# [EXERCISE]
Among the lines below, copy each one in which "graph" appears.

# [Saved entries]
[Start of section]

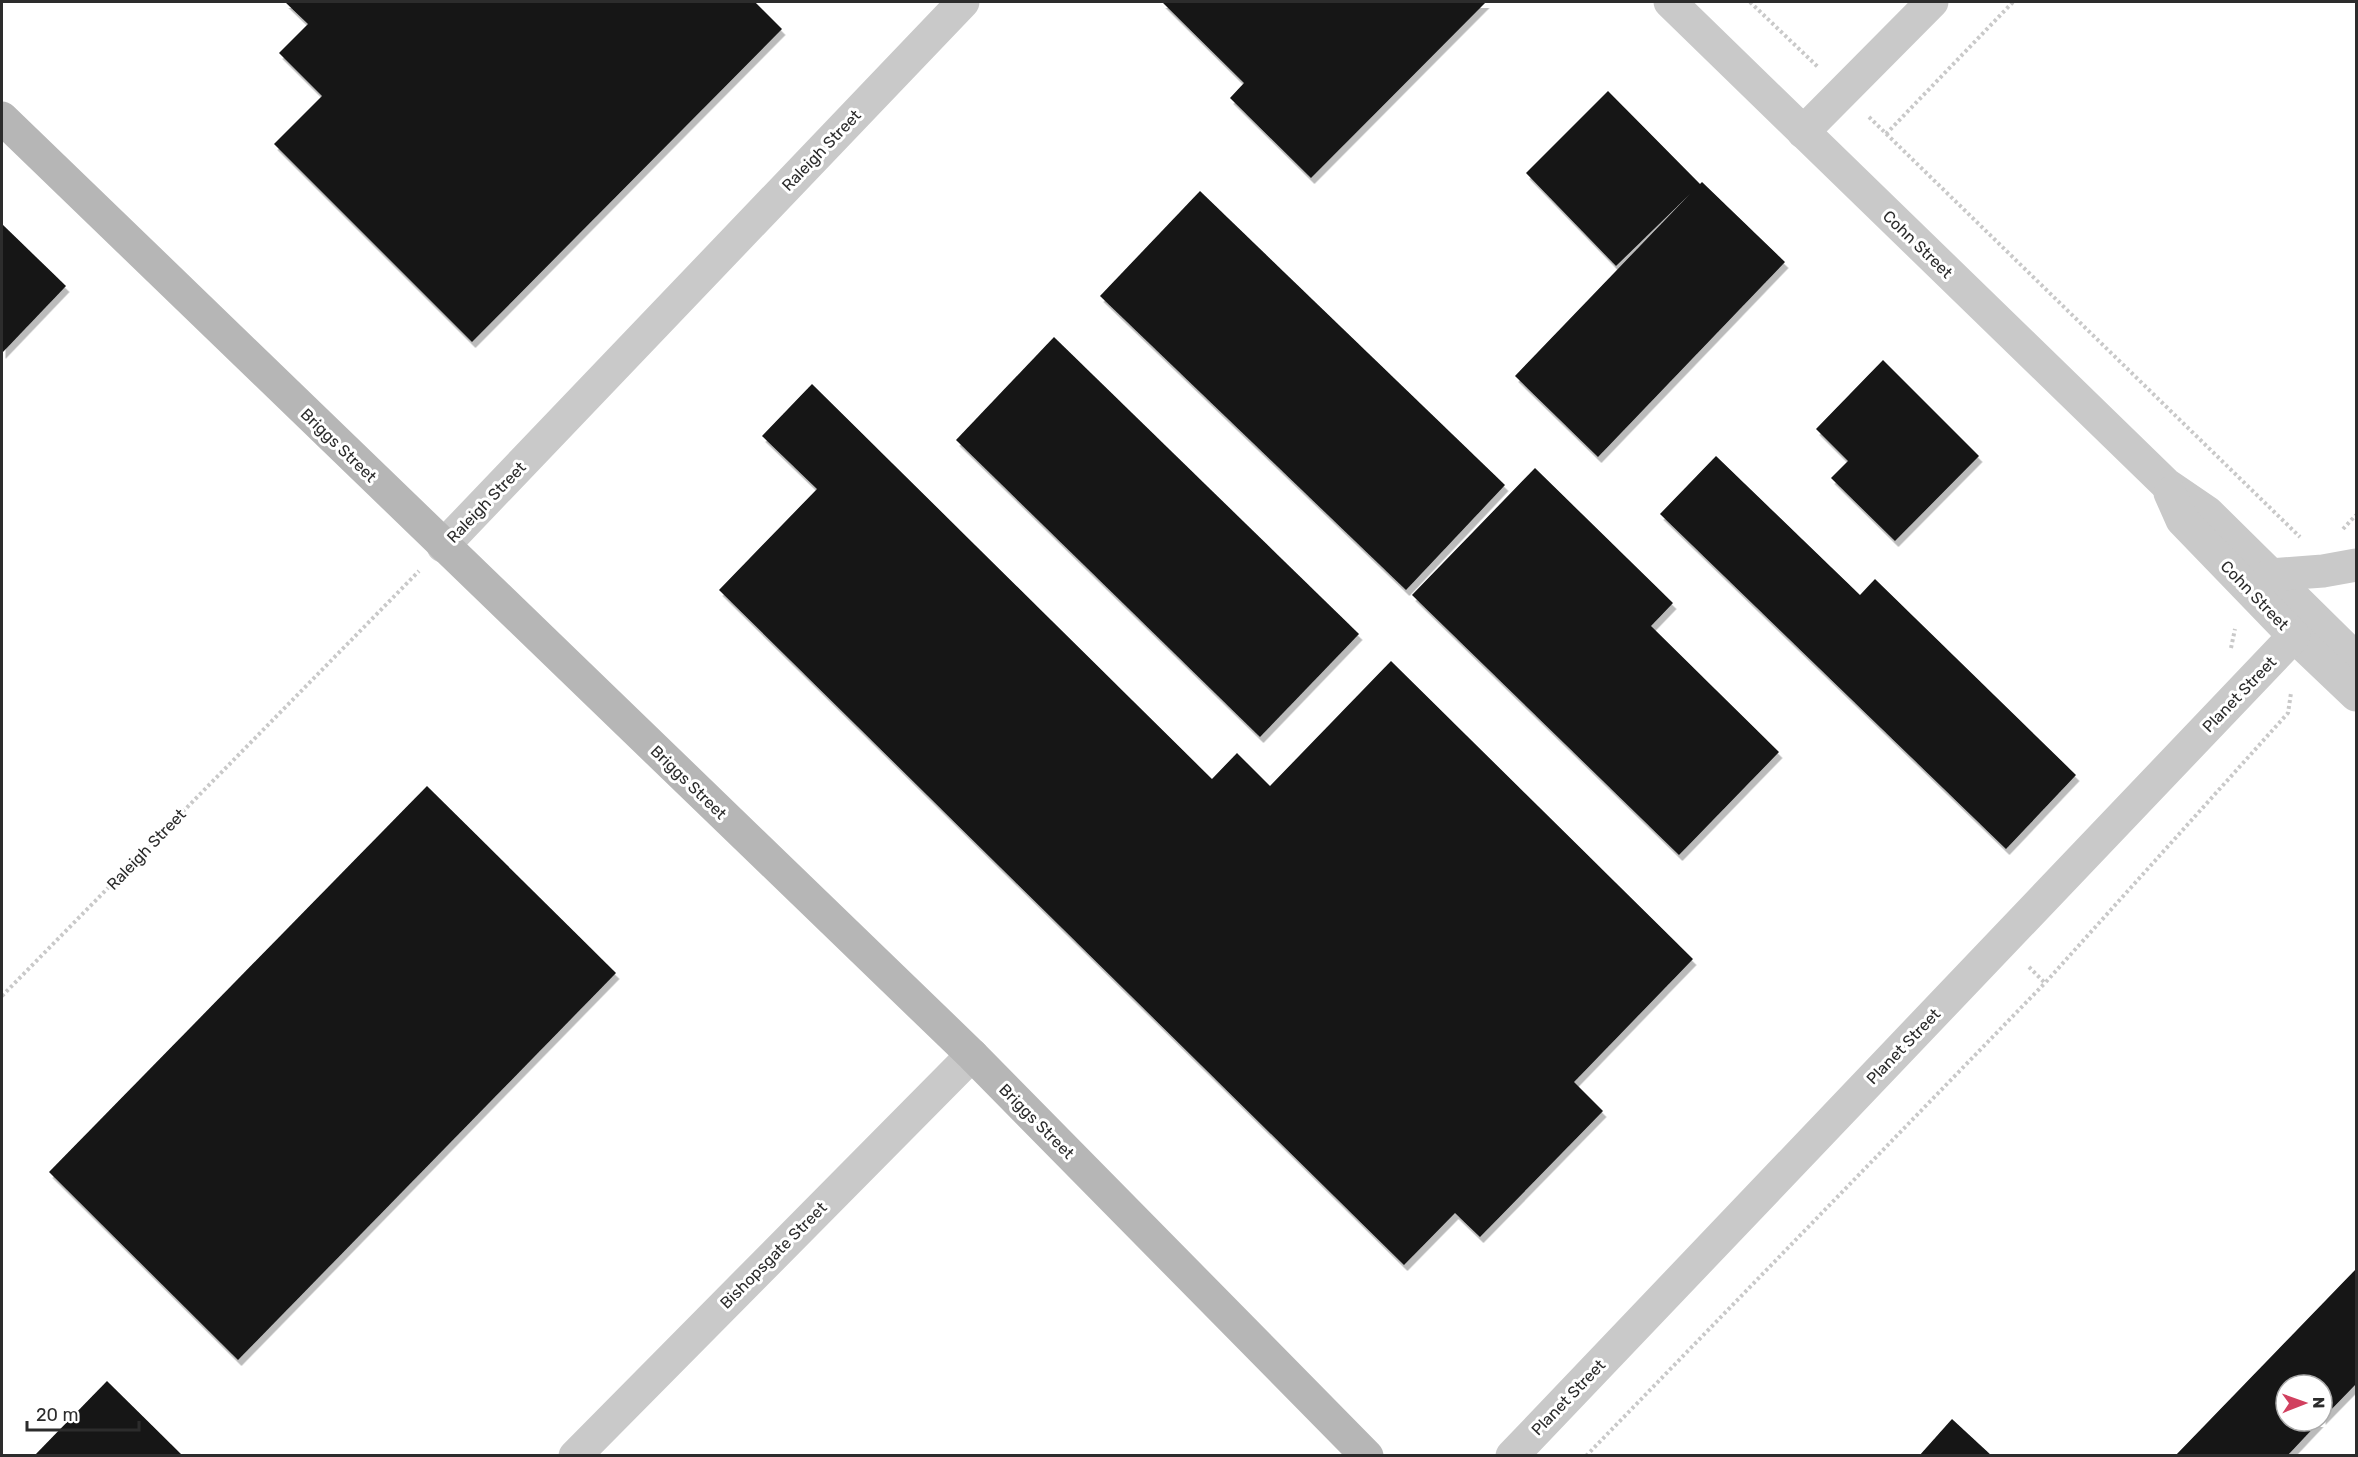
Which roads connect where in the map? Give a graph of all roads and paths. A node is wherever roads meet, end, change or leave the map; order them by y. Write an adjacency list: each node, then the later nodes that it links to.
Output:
1 (963, 2): 12 (street, Raleigh Street)
2 (1670, 2): 8 (street, Cohn Street)
3 (1750, 2): 6 (path)
4 (1932, 2): 6 (street)
5 (2013, 2): 9 (path)
6 (1843, 92): 8 (street); 9 (path)
7 (2, 118): 12 (street, Briggs Street)
8 (1803, 132): 10 (street, Cohn Street)
9 (1886, 134): 11 (path)
10 (2167, 485): 14 (street, Cohn Street); 15 (street, Cohn Street)
11 (2307, 544)
12 (443, 546): 19 (path, Raleigh Street); 20 (street, Briggs Street)
13 (2356, 565): 14 (street)
14 (2270, 575): 16 (street, Cohn Street)
15 (2294, 636): 17 (street, Cohn Street); 23 (street, Planet Street)
16 (2356, 659)
17 (2356, 695)
18 (2045, 983): 24 (path)
19 (2, 996)
20 (972, 1055): 21 (street, Bishopsgate Street); 22 (street, Briggs Street)
21 (574, 1455)
22 (1367, 1455)
23 (1512, 1455)
24 (1586, 1455)

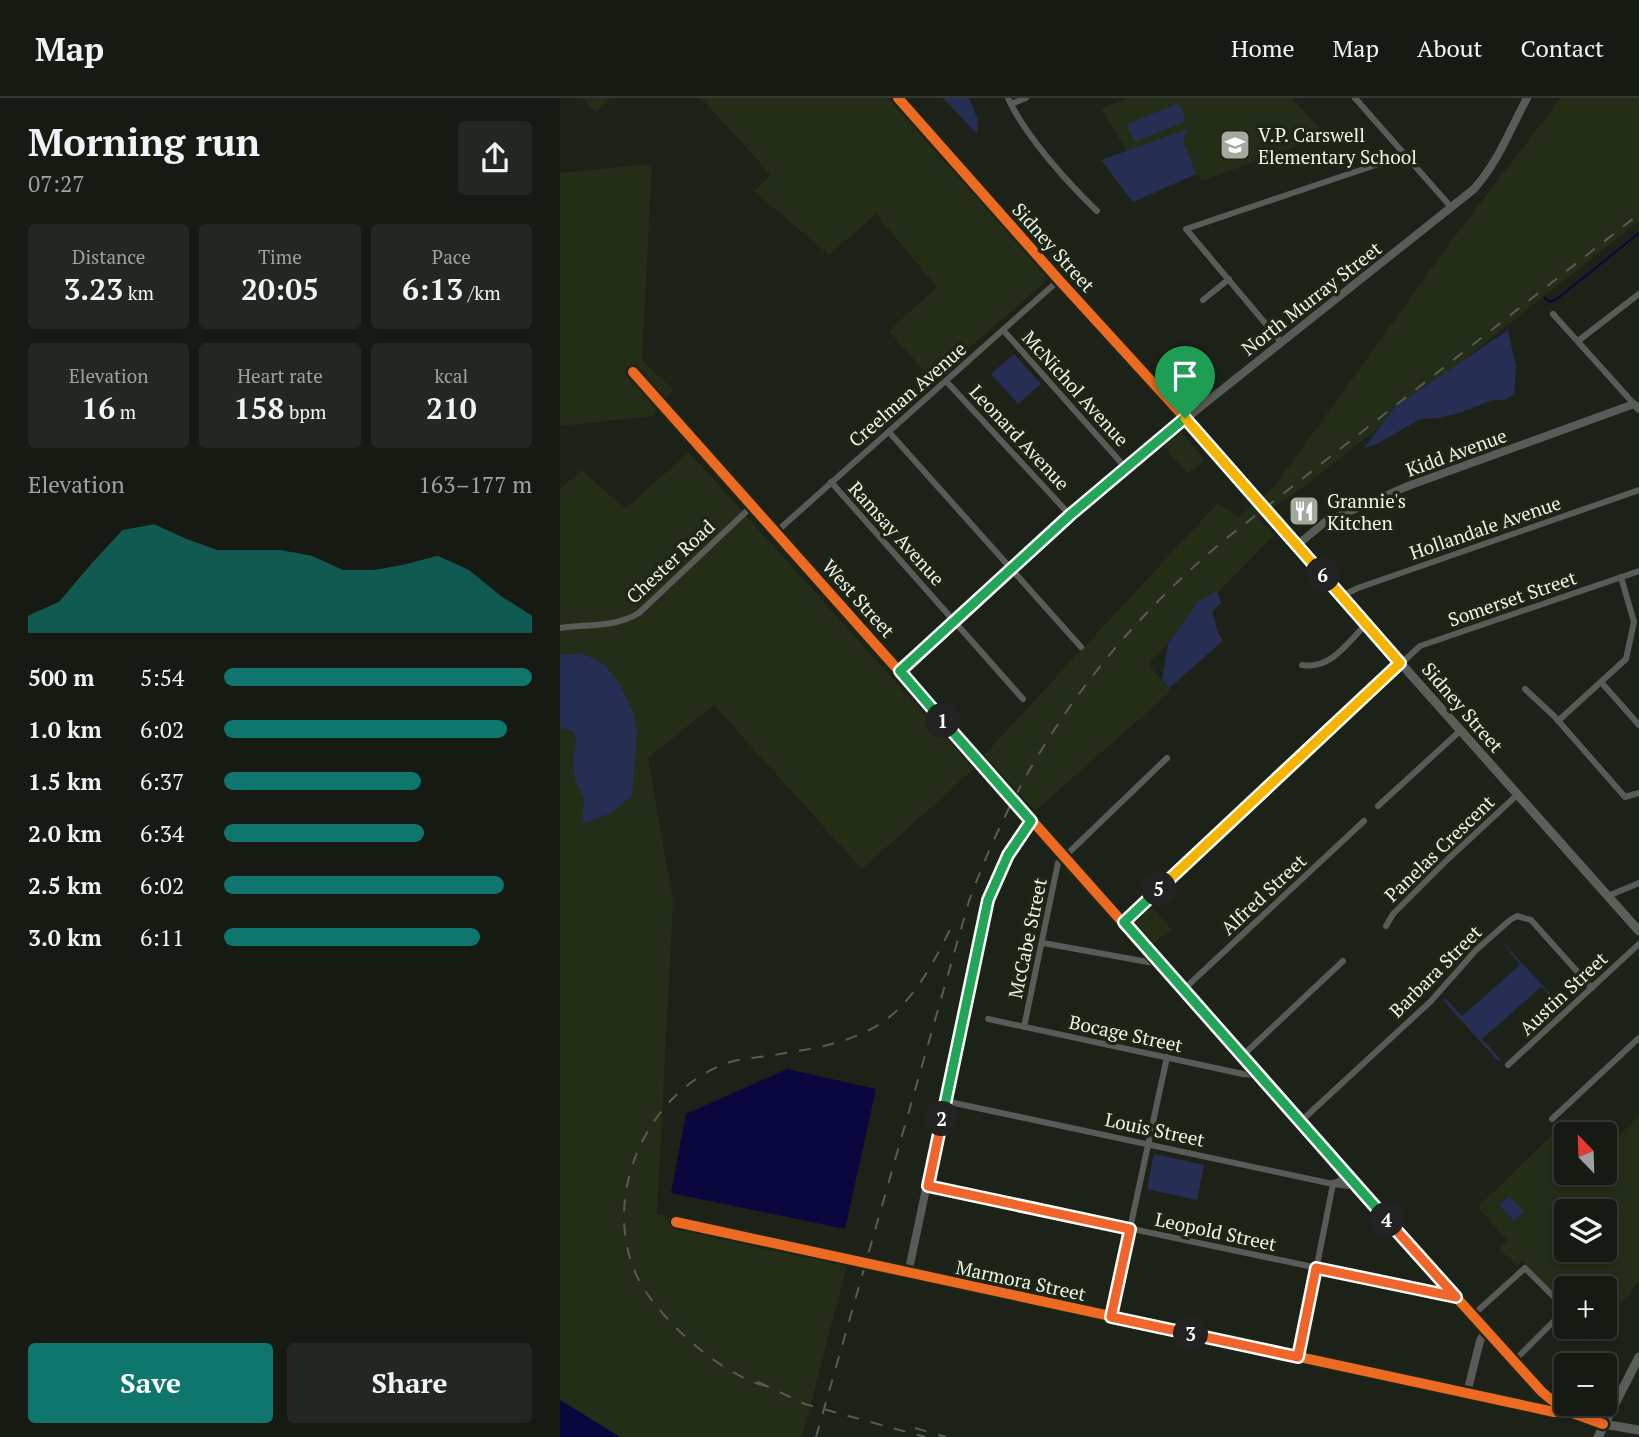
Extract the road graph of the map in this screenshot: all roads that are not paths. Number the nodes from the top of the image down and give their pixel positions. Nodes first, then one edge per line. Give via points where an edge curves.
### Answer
1 (898, 98) edge
2 (1026, 98) edge
3 (1355, 98) edge
4 (1527, 98) edge
5 (1010, 101) edge
6 (1405, 155) junction
7 (1451, 207) junction
8 (1097, 211) dead end
9 (1229, 279) junction
10 (1059, 280) junction
11 (1639, 294) edge
12 (1203, 300) dead end
13 (1553, 314) dead end
14 (1003, 330) junction
15 (1578, 341) junction
16 (1281, 342) junction
17 (633, 372) dead end
18 (946, 381) junction
19 (1636, 407) edge
20 (1185, 418) junction
21 (888, 432) junction
22 (1125, 467) junction
23 (831, 482) junction
24 (1639, 490) edge
25 (752, 506) junction
26 (1070, 515) junction
27 (776, 532) junction
28 (1296, 545) junction
29 (1011, 569) junction
30 (1639, 571) edge
31 (1621, 577) junction
32 (1342, 596) junction
33 (954, 621) junction
34 (1366, 624) junction
35 (560, 628) edge
36 (1081, 647) dead end
37 (1400, 663) junction
38 (1302, 665) dead end
39 (900, 671) junction
40 (1601, 682) junction
41 (1525, 689) dead end
42 (1023, 699) dead end
43 (1558, 720) junction
44 (1639, 725) edge
45 (1460, 731) junction
46 (1167, 758) dead end
47 (1639, 793) edge
48 (1517, 795) junction
49 (1378, 807) dead end
50 (1031, 821) junction
51 (1364, 821) dead end
52 (1063, 856) junction
53 (1639, 883) edge
54 (1608, 896) junction
55 (1124, 922) junction
56 (1386, 926) dead end
57 (1639, 931) edge
58 (1043, 943) junction
59 (1639, 944) edge
60 (1343, 961) dead end
61 (1159, 964) junction
62 (1592, 988) junction
63 (1183, 990) junction
64 (988, 1019) dead end
65 (1024, 1027) junction
66 (1639, 1038) edge
67 (1167, 1058) junction
68 (1241, 1058) junction
69 (1508, 1065) dead end
70 (1257, 1074) junction
71 (945, 1101) junction
72 (1552, 1119) dead end
73 (1300, 1122) junction
74 (1148, 1144) junction
75 (1343, 1170) junction
76 (1332, 1184) junction
77 (928, 1186) junction
78 (1358, 1187) junction
79 (676, 1222) dead end
80 (1130, 1229) junction
81 (1316, 1268) junction
82 (908, 1274) junction
83 (1456, 1297) junction
84 (1554, 1297) edge
85 (1473, 1315) junction
86 (1111, 1317) junction
87 (1554, 1321) edge
88 (1486, 1330) junction
89 (1298, 1357) junction
90 (1639, 1357) edge
91 (1514, 1361) junction
92 (1467, 1393) junction
93 (1554, 1402) edge
94 (1554, 1412) edge
95 (1581, 1416) edge
96 (1603, 1424) junction
97 (1639, 1430) edge
98 (1598, 1437) edge

1 - 10 main road, Sidney Street
2 - 5 street
3 - 6 street
4 - 7 street, North Murray Street via 1489,171
5 - 8 street via 1054,164
6 - 7 street
6 - 9 street via 1186,229
7 - 16 street, North Murray Street
9 - 12 street
9 - 16 street
10 - 14 street, Creelman Avenue
10 - 20 main road, Sidney Street
11 - 15 street
13 - 15 street
14 - 18 street, Creelman Avenue
14 - 22 street, McNichol Avenue
15 - 19 street
16 - 20 street, North Murray Street
17 - 25 street, West Street
18 - 21 street, Creelman Avenue
18 - 26 street, Leonard Avenue
19 - 28 street, Kidd Avenue via 1408,486 1325,522
20 - 22 street, North Murray Street
20 - 28 main road, Sidney Street
21 - 23 street, Creelman Avenue
21 - 29 street
22 - 26 street, North Murray Street
23 - 27 street, Creelman Avenue
23 - 33 street, Ramsay Avenue
24 - 32 street, Hollandale Avenue
25 - 27 street, West Street
25 - 35 street, Chester Road via 639,613 612,624
26 - 29 street, North Murray Street
27 - 39 street, West Street
28 - 32 main road, Sidney Street
29 - 33 street, North Murray Street
29 - 36 street
30 - 31 street, Somerset Street
31 - 37 street, Somerset Street via 1420,646
31 - 40 street via 1634,622 1626,659
32 - 34 main road, Sidney Street
33 - 39 street, North Murray Street
33 - 42 street, Ramsay Avenue
34 - 37 main road, Sidney Street
34 - 38 street via 1332,658 1321,665
37 - 45 main road, Sidney Street
37 - 55 street, Somerset Street
39 - 50 street, West Street
40 - 43 street
40 - 44 street
41 - 43 street
43 - 47 street via 1625,797
45 - 48 main road, Sidney Street
45 - 49 street
46 - 52 street
48 - 54 main road, Sidney Street
48 - 56 street, Panelas Crescent via 1447,860
50 - 52 street, West Street
50 - 71 street via 1008,855 988,900
51 - 63 street, Alfred Street
52 - 55 street, West Street
52 - 58 street, McCabe Street
53 - 54 street
54 - 57 main road, Sidney Street
55 - 61 street, West Street
58 - 61 street
58 - 65 street, McCabe Street
59 - 62 street, Austin Street
60 - 68 street
61 - 63 street, West Street
62 - 69 street, Austin Street
62 - 73 street, Barbara Street via 1531,920 1510,920 1431,1001
63 - 68 street, West Street
64 - 65 street, Bocage Street
65 - 67 street, Bocage Street
66 - 72 street
67 - 70 street, Bocage Street
67 - 74 street
68 - 70 street, West Street
70 - 73 street, West Street
71 - 74 street, Louis Street
71 - 77 street
73 - 75 street, West Street
74 - 76 street, Louis Street
74 - 80 street
75 - 76 street via 1342,1181
75 - 78 street, West Street
76 - 78 street, Louis Street
76 - 81 street
77 - 80 street, Leopold Street
77 - 82 street
78 - 83 street, West Street
79 - 82 street, Marmora Street
80 - 81 street, Leopold Street
80 - 86 street
81 - 83 street, Leopold Street
81 - 89 street
82 - 86 street, Marmora Street
83 - 85 street, West Street
84 - 85 street via 1523,1269
85 - 88 street, West Street
86 - 89 street, Marmora Street
87 - 91 street
88 - 91 street, West Street
88 - 92 street
89 - 92 street, Marmora Street
90 - 96 main road
91 - 93 street, West Street
92 - 94 street, Marmora Street
95 - 96 street, Marmora Street
96 - 97 main road, Marmora Street
96 - 98 main road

[End of section]

# [ANSWER TO THIS PROBLEM]
Which roads connect where in the map? Give a graph of all roads and paths. A node is wherever roads meet, end, change or leave the map; order them by y. Write an adjacency list: each node, then the later nodes that it links to.
Extract the road graph of the map in this screenshot: all roads that are not paths. Number the nodes from the top of the image down and give their pixel positions. Nodes first, then one edge per line. Give via points where an edge curves.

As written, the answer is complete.